Au congrès du Parti conservateur, on croise des gentlemen avec l'Union Jack en pochette à leur costume. Pas l'ombre d'un drapeau européen, naturellement, bien que le sujet soit dans toutes les têtes. Après les défections de deux députés tory pour l'Ukip (United Kingdom Independence Party), un ancien maire-adjoint de Londres et un généreux donateur du Parti conservateur leur ont emboîté le pas, mardi et mercredi. «Rejoignez l'Ukip», provoquait même une banderole brandie par un militant du parti europhobe, juste devant le palais des congrès de Birmingham où se tenait la grand-messe conservatrice.

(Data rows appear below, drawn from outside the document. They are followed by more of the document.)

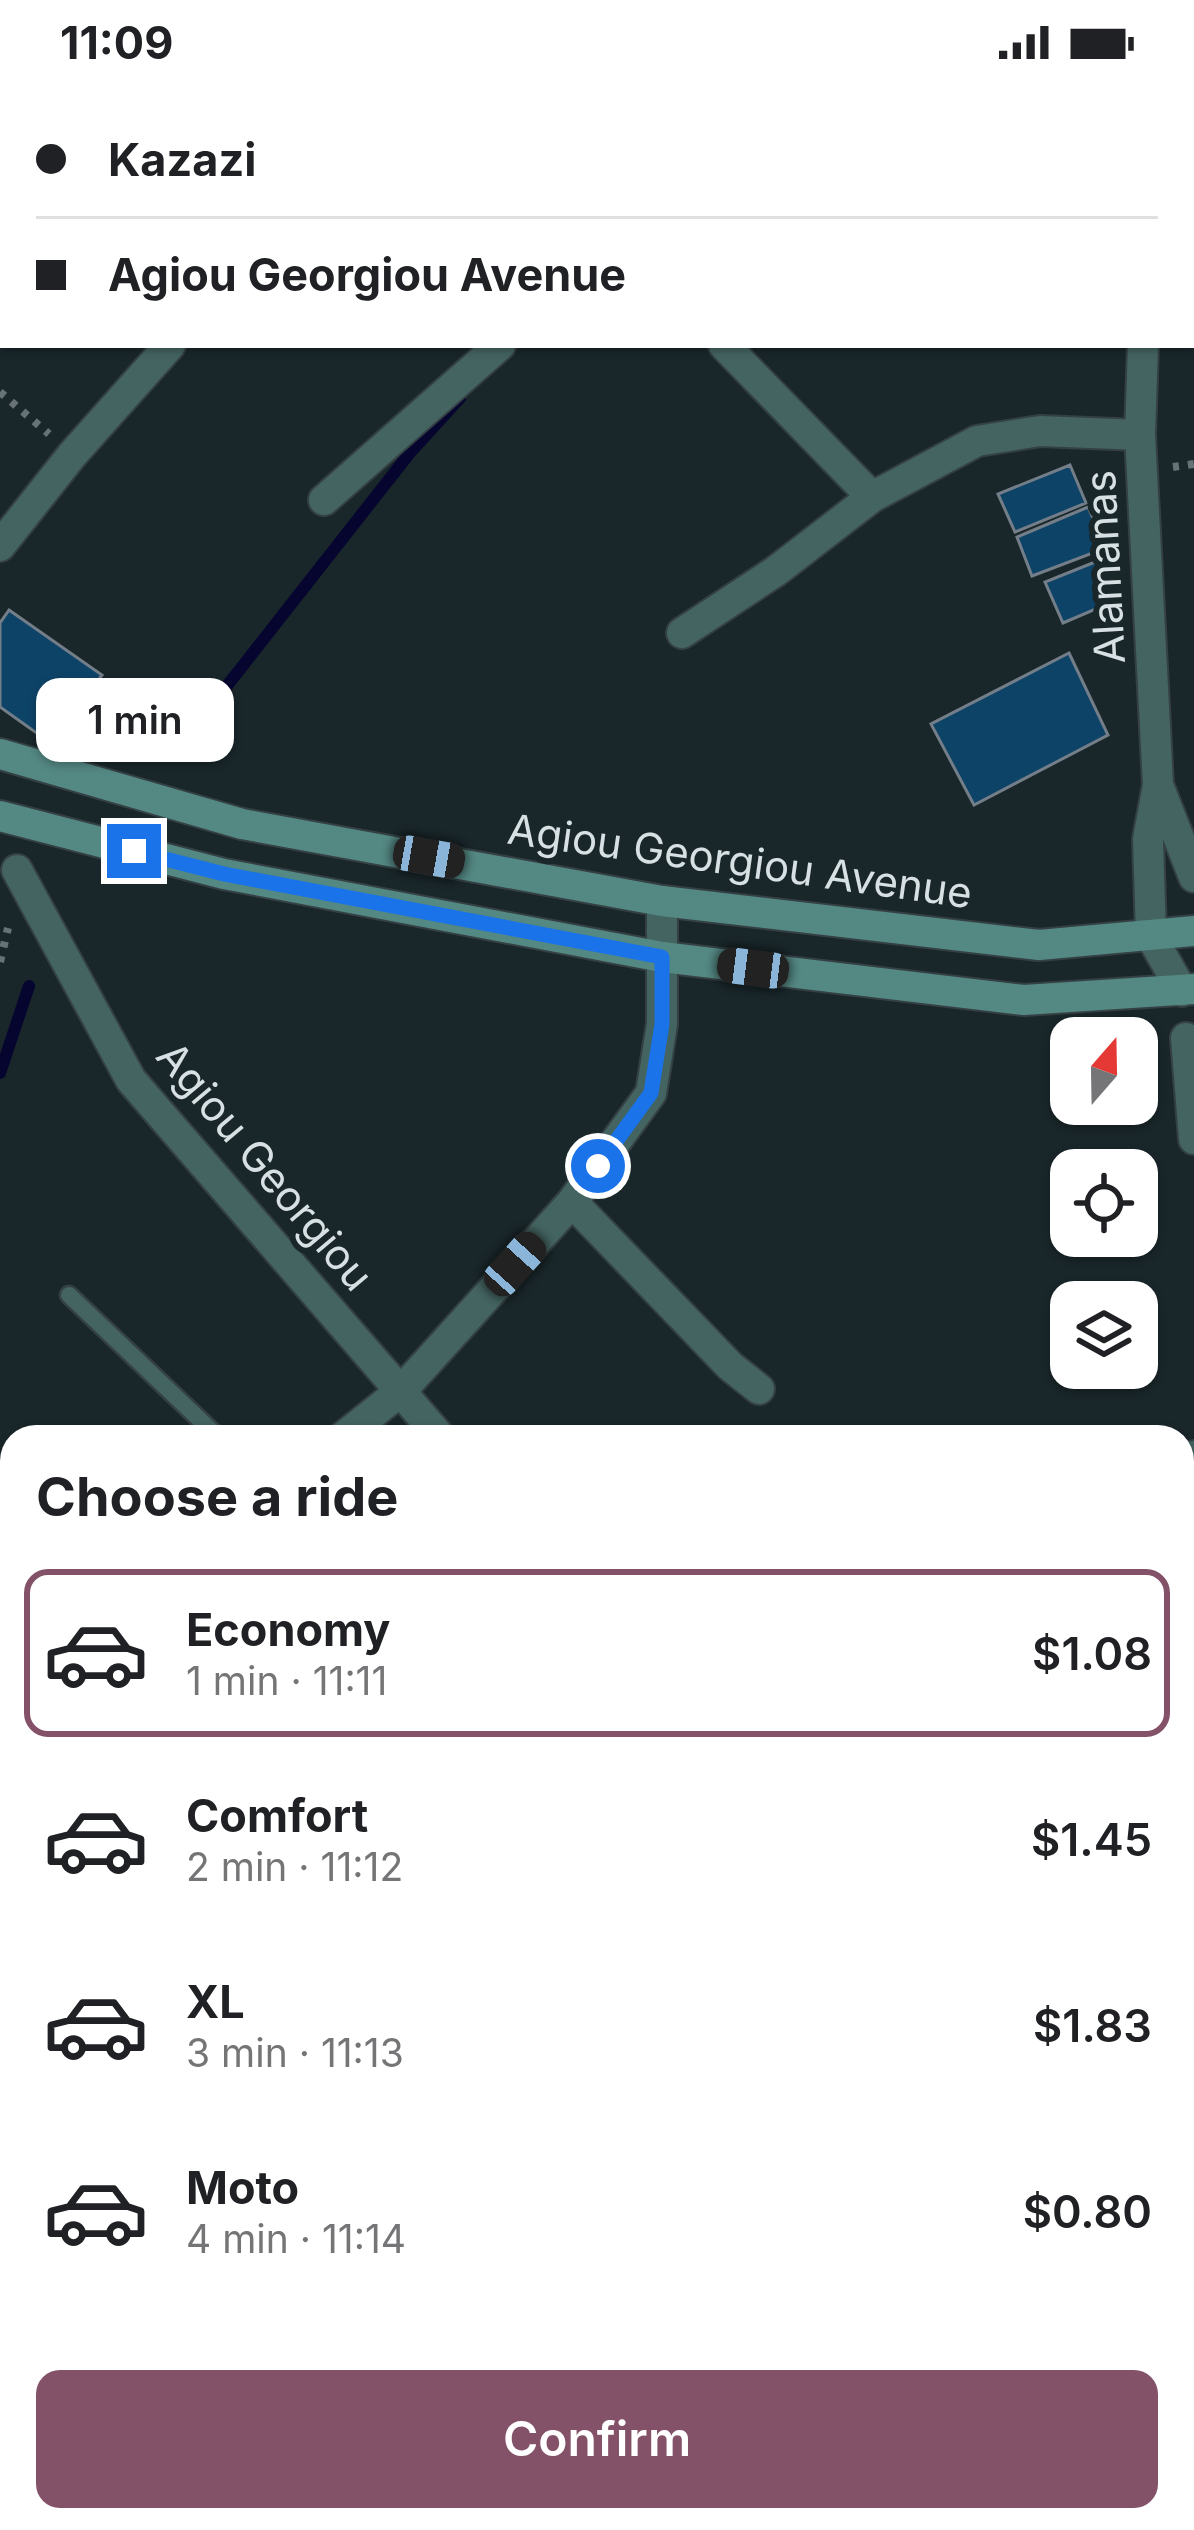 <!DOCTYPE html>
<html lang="en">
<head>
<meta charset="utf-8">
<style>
  body { margin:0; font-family:Inter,sans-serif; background:#f6f6f6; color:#202124; height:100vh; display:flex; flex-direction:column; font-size:45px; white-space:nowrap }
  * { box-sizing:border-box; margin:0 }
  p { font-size:39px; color:#757577 }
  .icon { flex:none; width:66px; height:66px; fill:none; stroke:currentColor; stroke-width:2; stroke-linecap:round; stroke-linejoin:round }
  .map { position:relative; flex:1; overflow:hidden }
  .side { position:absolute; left:0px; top:1341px; width:1194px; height:1107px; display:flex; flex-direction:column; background:#fff; border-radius:36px 36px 0 0; box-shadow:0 3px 9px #0004 }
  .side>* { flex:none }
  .top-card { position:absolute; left:0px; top:0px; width:1194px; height:264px; box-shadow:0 3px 9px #0004; display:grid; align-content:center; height:264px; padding:0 36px; background:#fff }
  .needle { width:78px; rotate:20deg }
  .controls { position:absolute; left:1050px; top:933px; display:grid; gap:24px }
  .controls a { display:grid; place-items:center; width:108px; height:108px; border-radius:24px; background:#fff; box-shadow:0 3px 9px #0004; font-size:60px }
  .end { position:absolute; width:54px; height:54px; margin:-27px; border:15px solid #1a73e8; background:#fff; box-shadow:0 0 0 6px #fff }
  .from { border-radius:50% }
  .bubble { position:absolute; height:84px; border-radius:24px; background:#fff; box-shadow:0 3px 9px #0004; font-size:39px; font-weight:600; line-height:84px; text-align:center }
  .car { position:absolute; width:36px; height:72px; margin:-36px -18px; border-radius:15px; box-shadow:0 0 9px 3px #0007; background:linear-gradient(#222 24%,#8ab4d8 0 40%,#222 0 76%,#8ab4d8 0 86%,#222 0) }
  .top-card b { display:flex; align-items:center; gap:42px; height:114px; font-size:45px }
  .top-card b+b { border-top:3px solid #e0e0e0 }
  .top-card i { width:30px; height:30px; background:#202124 }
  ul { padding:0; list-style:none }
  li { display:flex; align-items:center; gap:36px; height:168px; margin:0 24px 18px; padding:0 12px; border:6px solid transparent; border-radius:24px }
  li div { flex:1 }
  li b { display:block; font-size:45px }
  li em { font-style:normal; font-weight:600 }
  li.selected { border-color:#845268 }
  li>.icon { width:108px; height:108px; stroke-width:1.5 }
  h2 { padding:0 36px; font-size:54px; line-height:144px }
  .cta { display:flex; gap:24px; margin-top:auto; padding:24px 36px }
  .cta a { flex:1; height:138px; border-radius:24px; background:#845268; color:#fff; font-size:48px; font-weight:600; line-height:138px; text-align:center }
  .status { display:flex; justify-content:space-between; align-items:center; height:84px; padding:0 60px; background:#fff; direction:ltr }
  .status svg { height:33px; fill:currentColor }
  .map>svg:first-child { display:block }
</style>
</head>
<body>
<div class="status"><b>11:09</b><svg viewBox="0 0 49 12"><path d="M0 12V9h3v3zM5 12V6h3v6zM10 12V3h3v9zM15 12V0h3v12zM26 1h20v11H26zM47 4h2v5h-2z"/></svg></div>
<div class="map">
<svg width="1194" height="2446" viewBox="0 0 1194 2446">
  <rect width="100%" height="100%" fill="#19262a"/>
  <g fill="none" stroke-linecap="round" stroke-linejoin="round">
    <!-- stream -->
    <path stroke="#050530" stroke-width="12" d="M755 3 758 0
      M186 654 409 370 460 314
      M0 989 29 902"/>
  </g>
  <!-- building -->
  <path fill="#0e4368" stroke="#737e88" stroke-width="3" d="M1070 381 1086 419 1015 448 998 410Z
    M1088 423 1106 464 1032 492 1017 453Z
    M1100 476 1117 516 1063 539 1045 498Z
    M9 526 102 591 52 660 0 623V539Z
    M1069 569 1108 651 974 721 931 640Z
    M1194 2323V2423L1182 2411V2339Z"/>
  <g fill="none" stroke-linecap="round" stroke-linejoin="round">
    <!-- service casing -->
    <g stroke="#344044" stroke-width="21">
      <path id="service" d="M69 1211 218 1353"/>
    </g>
    <!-- minor casing -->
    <g stroke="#344044" stroke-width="34">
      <path id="minor" d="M1061 0 1064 3
        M433 3 436 0
        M1164 3V0
        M724 261 872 413
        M1143 261 1140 351 1158 701 1148 755 1151 852 1182 907
        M324 416 500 261
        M0 462 72 371 170 261
        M682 549 776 487 872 413 977 357 1040 347 1140 351
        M1158 701 1194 793
        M17 786 131 996 440 1353
        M1186 954 1194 1055
        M572 1118 730 1282 759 1305
        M343 1353 402 1306 572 1118 651 1009 662 940V817
        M1182 1385 1194 1372
        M0 1660 12 1644
        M1182 1867 1194 1880
        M1182 2129 1194 2133
        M0 2355 12 2362
        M62 2436 67 2446
        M251 2446 262 2436
        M837 2446 846 2436"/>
    </g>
    <!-- secondary casing -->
    <g stroke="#344044" stroke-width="34">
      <path id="secondary" d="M0 670 242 740 662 817 1039 861 1194 847
        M0 732 224 790 662 873 1024 916 1194 905"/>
    </g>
    <!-- path -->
    <path stroke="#667275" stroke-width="8" stroke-dasharray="6 9" stroke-linecap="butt" d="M717 3 720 0
      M0 308 49 350
      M1173 383 1194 380
      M0 878 8 844"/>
    <!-- service -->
    <use href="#service" stroke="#446461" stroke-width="16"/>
    <!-- minor -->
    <use href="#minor" stroke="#446461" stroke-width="30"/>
    <!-- secondary -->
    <use href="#secondary" stroke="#548883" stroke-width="30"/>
  </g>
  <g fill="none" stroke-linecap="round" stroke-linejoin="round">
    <!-- route -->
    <path stroke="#1a73e8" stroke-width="15" d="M134 767 224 790 662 873V940L651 1009 598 1082"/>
  </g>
  <g text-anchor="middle" stroke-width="12" stroke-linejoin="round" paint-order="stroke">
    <!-- street labels -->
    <g font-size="42" fill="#d7e0e2" stroke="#19262a">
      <text transform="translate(1105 483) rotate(-93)" y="15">Alamanas</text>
      <text transform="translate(740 777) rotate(8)" y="15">Agiou Georgiou Avenue</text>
      <text transform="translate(265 1082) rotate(50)" y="15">Agiou Georgiou</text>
    </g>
  </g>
</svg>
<div class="controls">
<a><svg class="needle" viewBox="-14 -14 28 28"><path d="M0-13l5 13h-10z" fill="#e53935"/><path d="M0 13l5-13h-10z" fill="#757577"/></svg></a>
<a><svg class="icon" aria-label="locate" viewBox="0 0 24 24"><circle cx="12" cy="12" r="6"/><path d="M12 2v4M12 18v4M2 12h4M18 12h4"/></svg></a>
<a><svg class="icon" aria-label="layers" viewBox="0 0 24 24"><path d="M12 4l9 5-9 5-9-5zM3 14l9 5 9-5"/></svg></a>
</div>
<i class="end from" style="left:598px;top:1082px"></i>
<i class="end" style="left:134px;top:767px"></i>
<div class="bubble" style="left:36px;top:594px;width:198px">1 min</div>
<i class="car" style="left:429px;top:773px;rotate:100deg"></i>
<i class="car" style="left:753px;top:884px;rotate:277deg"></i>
<i class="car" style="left:515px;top:1180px;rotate:42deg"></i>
<div class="top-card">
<b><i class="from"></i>Kazazi</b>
<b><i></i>Agiou Georgiou Avenue</b>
</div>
<section class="side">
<h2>Choose a ride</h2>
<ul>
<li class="selected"><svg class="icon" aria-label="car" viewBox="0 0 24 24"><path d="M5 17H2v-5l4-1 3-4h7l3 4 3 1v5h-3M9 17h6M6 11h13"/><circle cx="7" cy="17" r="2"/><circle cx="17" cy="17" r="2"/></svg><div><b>Economy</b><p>1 min · 11:11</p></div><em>$1.08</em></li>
<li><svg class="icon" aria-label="car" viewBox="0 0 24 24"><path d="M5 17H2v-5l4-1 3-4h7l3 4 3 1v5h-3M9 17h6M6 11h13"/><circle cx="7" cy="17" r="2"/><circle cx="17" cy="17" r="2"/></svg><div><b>Comfort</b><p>2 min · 11:12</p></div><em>$1.45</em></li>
<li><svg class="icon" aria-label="car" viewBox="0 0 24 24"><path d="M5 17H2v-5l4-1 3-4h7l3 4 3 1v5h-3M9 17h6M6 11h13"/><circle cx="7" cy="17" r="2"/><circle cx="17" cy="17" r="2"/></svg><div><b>XL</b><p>3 min · 11:13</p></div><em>$1.83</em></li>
<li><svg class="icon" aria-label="car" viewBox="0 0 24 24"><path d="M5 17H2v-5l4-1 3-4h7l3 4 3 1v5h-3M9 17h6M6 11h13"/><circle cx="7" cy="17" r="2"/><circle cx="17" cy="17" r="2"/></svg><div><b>Moto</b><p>4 min · 11:14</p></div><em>$0.80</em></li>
</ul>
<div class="cta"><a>Confirm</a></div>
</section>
</div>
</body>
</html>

«Les conservateurs n'ont pas réussi à trouver paix et discipline sur l'Europe et sont dépassés par l'Ukip, constate Matthew Goodwin, spécialiste de l'extrême droite britannique. Ils se montrent incapables de gérer une insurrection radicale sur leur droite». Entre le spectre d'un schisme ou l'option d'une alliance avec l'ennemi, les troupes se déchirent. Le premier ministre, David Cameron, sait devoir livrer une «double bataille» pour les élections législatives de mai. Contre le Labour, à gauche, et, sur sa droite, contre l'Ukip qui menace de lui coûter ses chances de réélection. «Le 7 mai, vous pouvez aller au lit avec Nigel Farage(le leader de l'Ukip, NDLR) et vous réveiller le lendemain avec Ed Miliband» (le chef du Labour, NDLR), prévient-il.
Galvanisés par le référendum
En conséquence, aussi inéluctable que la dérive des continents, l'obsession anti-européenne des conservateurs ne cesse de grandir. Cameron a donné le ton, en avouant mardi avoir été «mille fois plus préoccupé» par le risque que l'Écosse quitte le Royaume-Uni, plutôt que par l'éventualité d'une sortie de son pays de l'Union européenne. Galvanisés par sa promesse d'un référendum sur l'Europe en 2017, militants et élus conservateurs en oublieraient presque la nécessité préalable de gagner les élections de 2015. «Je ne suis pas sûr qu'un référendum sur l'Europe soit en tête des priorités des électeurs. Et les gens n'ont aucune clarté sur les changements que nous voulons obtenir de l'Union européenne», déplore Geoffrey Van Orden, député européen conservateur modéré.
S'il n'a jamais précisé la liste de ses revendications, David Cameron a annoncé mercredi à Birmingham qu'il ferait de la fin de la liberté de circulation en Europe le «cœur» de sa «stratégie de renégociation». Ce n'est pas un hasard si c'est l'un des arguments clés de l'Ukip contre l'UE. «Nous déportons des femmes enceintes néo-zélandaises mais nous sommes obligés de laisser entrer les meurtriers de Riga», gronde le député conservateur Jacob Rees-Mogg, dans une rhétorique proche de celle de l'Ukip. S'il nie être le prochain à faire défection, l'élu reconnaît n'être «pas hostile» au parti souverainiste. Il plaide même pour un pacte électoral, quitte à ce que Nigel Farage devienne vice-premier ministre de Cameron. Faute de réforme satisfaisante de l'Union, Jacob Rees-Mogg jure n'avoir «pas peur de quitter l'Europe». Au contraire, banalisée, loin d'un tabou, l'idée d'un «Brexit», est devenue séduisante pour nombre de conservateurs. Le maire de Londres, Boris Johnson, le ministre des Affaires étrangères, Philip Hammond, et même désormais David Cameron laissent entendre qu'ils voteront pour quitter l'UE en 2017, en cas d'échec des négociations avec Bruxelles.